Od jakiegoś czasu zgłębiam wschodnie podejście do problemów moich pacjentów. Do Klasycznej Chińskiej Medycyny przywiodły mnie metody, którymi już od dawna pracuję. Dociekliwość i chęć dotarcia do wiedzy źródłowej w końcu doprowadziły mnie do nauki akupunktury w jej najbardziej klasycznym modelu. Akupunkturzystą nie nazwę się jeszcze przez wiele lat, bo tyle zajmie mi nauka podstaw. Natomiast to, co mnie w niej zauroczyło, to fakt, że terapeuci tego modelu potrafią się pięknie między sobą różnić i nie potrzebują co chwilka jeździć po nowinki. Wiedza, im starsza, tym bardziej drogocenna. Model pracy opiera się o ,,linię przekazu”. Wiedzę przekazywaną z mistrza na ucznia. Terapeuci są dumni i przekonani do swojej linii przekazu i to ją praktykują.

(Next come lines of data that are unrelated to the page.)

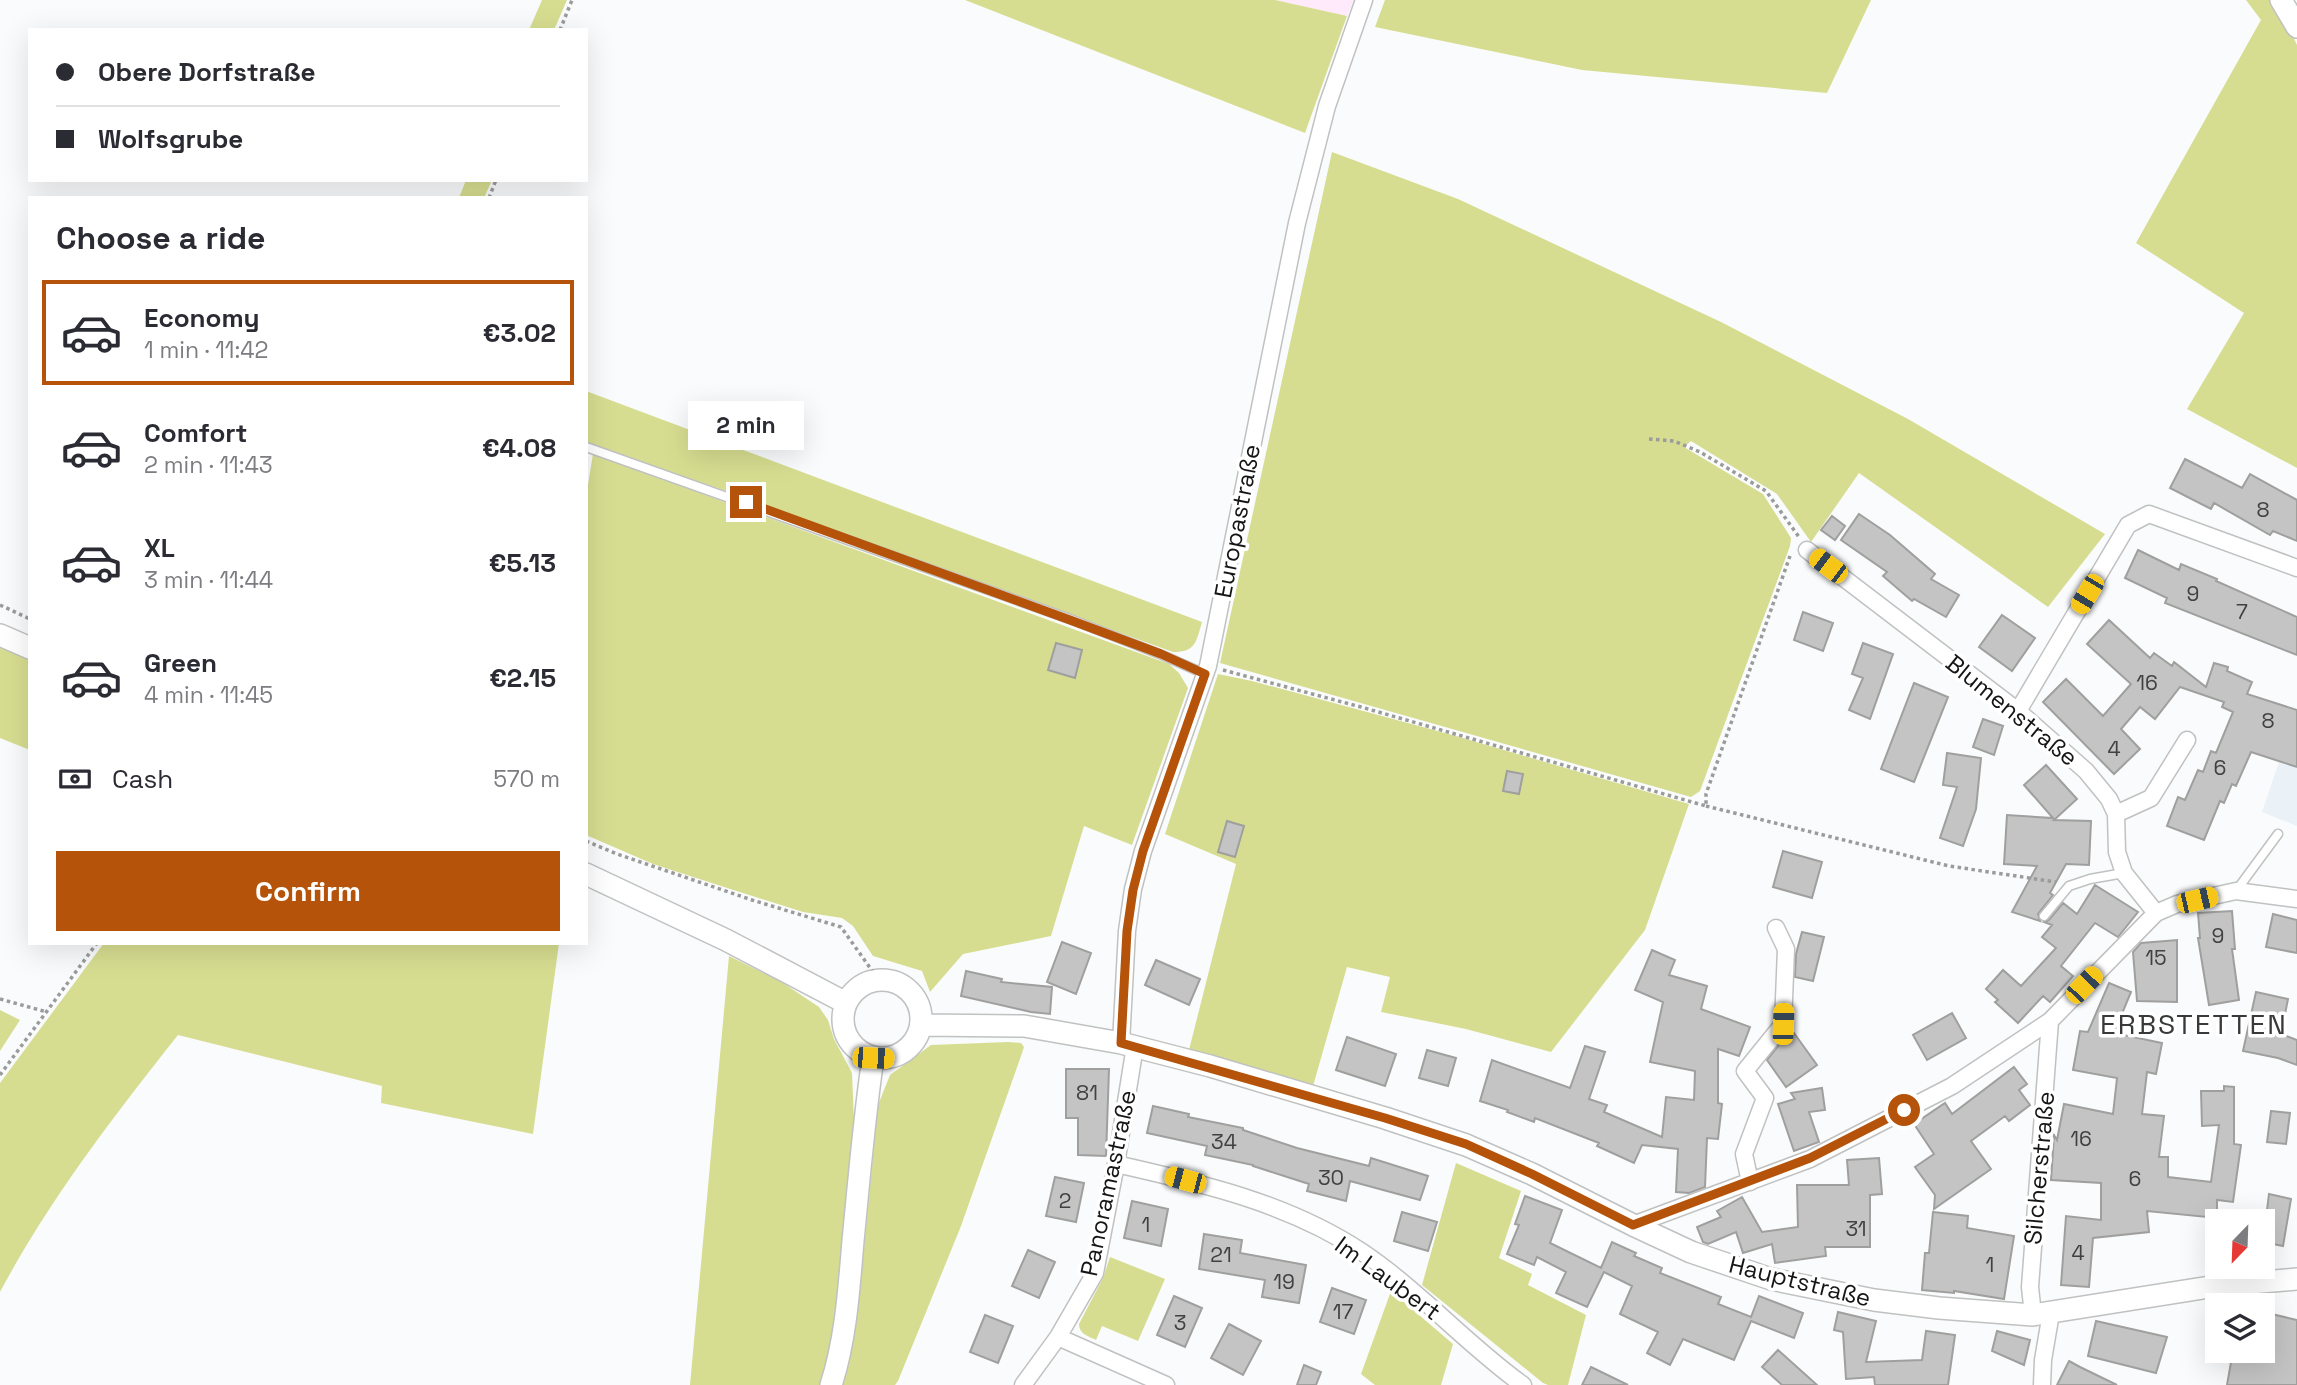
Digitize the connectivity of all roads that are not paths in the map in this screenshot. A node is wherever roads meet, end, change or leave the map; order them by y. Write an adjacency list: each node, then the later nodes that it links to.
1 (1364, 0): 9 (street, Europastraße)
2 (2281, 0): 3 (street)
3 (2297, 27)
4 (588, 448): 9 (lane)
5 (1807, 550): 10 (street, Blumenstraße)
6 (2297, 568): 10 (street)
7 (0, 635): 8 (street)
8 (28, 647)
9 (1206, 670): 24 (street, Europastraße)
10 (2018, 711): 12 (street, Blumenstraße)
11 (2187, 740): 12 (street)
12 (2116, 814): 14 (street)
13 (2278, 834): 16 (lane)
14 (2124, 873): 18 (street); 19 (lane)
15 (588, 875): 21 (street)
16 (2236, 891): 17 (street); 18 (street)
17 (2297, 899)
18 (2156, 912): 22 (street)
19 (2044, 916)
20 (1776, 928): 27 (street)
21 (846, 1003): 23 (street); 25 (street)
22 (2050, 1021): 27 (street); 30 (street, Silcherstraße)
23 (922, 1025): 24 (street, Hauptstraße); 25 (street)
24 (1128, 1044): 26 (street, Panoramastraße); 28 (street, Hauptstraße)
25 (873, 1058): 32 (street)
26 (1116, 1164): 31 (street, Panoramastraße); 35 (street, Im Laubert)
27 (1750, 1182): 28 (street)
28 (1633, 1225): 30 (street, Hauptstraße)
29 (2297, 1279): 30 (street, Hauptstraße)
30 (2042, 1314): 36 (street, Silcherstraße)
31 (1058, 1337): 33 (street, Panoramastraße); 34 (street)
32 (831, 1385)
33 (1023, 1385)
34 (1166, 1385)
35 (1523, 1385)
36 (2042, 1385)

Jeden ze współczesnych mistrzów miał takie powiedzenie: Każda teoria jest dobra, o ile sprawdza się w klinice. Bardzo mi się to spodobało. Padło to z ust praktyka, który sprawdzał i weryfikował wszystkie techniki terapeutyczne, którymi pracował. Życzę każdemu z nas takiej wytrwałości i konsekwencji w naszych praktykach. Sam uczyłem się wielu technik, które były tylko sztuką dla sztuki.

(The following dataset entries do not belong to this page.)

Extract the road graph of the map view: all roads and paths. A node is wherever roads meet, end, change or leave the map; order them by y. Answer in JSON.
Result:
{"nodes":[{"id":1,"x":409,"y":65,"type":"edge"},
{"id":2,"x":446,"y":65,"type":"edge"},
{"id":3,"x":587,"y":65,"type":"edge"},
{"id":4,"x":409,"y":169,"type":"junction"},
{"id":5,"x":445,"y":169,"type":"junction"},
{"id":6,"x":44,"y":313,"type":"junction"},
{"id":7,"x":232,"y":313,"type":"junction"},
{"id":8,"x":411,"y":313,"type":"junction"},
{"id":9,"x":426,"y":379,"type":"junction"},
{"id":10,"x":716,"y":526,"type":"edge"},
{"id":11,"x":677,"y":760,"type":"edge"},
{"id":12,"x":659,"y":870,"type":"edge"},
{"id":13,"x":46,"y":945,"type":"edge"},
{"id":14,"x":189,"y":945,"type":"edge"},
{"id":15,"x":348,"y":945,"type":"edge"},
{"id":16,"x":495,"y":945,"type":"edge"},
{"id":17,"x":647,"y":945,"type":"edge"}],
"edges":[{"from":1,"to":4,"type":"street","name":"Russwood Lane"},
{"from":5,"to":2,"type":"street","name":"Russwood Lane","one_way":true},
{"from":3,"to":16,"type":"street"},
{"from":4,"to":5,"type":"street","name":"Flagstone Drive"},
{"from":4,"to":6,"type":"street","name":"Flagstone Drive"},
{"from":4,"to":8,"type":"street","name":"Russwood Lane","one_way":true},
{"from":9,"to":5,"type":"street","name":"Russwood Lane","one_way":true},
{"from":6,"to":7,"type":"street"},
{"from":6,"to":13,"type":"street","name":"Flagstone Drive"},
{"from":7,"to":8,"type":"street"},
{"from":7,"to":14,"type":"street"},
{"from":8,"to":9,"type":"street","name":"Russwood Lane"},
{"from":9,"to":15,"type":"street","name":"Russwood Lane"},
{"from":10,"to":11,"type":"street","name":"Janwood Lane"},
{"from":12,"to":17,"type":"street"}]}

A zatem, czy opłaca się chodzić na wszystkie możliwe szkolenia świata? Jeśli masz tylko młotek, to wszędzie widzisz gwoździe. Jeśli masz świadomość swoich ograniczeń i wątpliwości, dobrze jest wiedzieć, że gdy brakuje Ci kompetencji, to możliwości się nie kończą i można szukać pomocy u innego specjalisty.
Czy warto spędzić wszystkie weekendy do końca życia na sali szkoleniowej? Czy głód wiedzy można kiedyś zaspokoić? Co za dużo, to niezdrowo (nie dotyczy książek i kursów dla Fizjo).
Co doradzić komuś w takiej sytuacji? Jeśli lubisz to, co robisz, to nie spędzisz w pracy ani jednego dnia. Ja, to co robię (gdyby nie kredyty i rachunki) robiłbym za darmo, bo nie wyobrażam sobie innego zajęcia. Nauka to moje hobby.
Każdemu, kto nie wie, czy iść, czy nie iść na dane szkolenie, jaki kurs zrobić, odpowiadam:
Zastanów się, czy warto?
Czy się opłaca?
Czy to jest to, odpowiedź na Twoje zajebiście ważne pytanie?
Czy chcesz to robić do końca życia?
Czy można by to robić tylko dla przyjemności?
Życie według niektórych modeli mamy tylko jedno. Szkoda byłoby je zmarnować nawet o tym nie wiedząc. Ja uczyłbym się na Twoim miejscu od doświadczonych praktyków tego, co daje mi satysfakcję.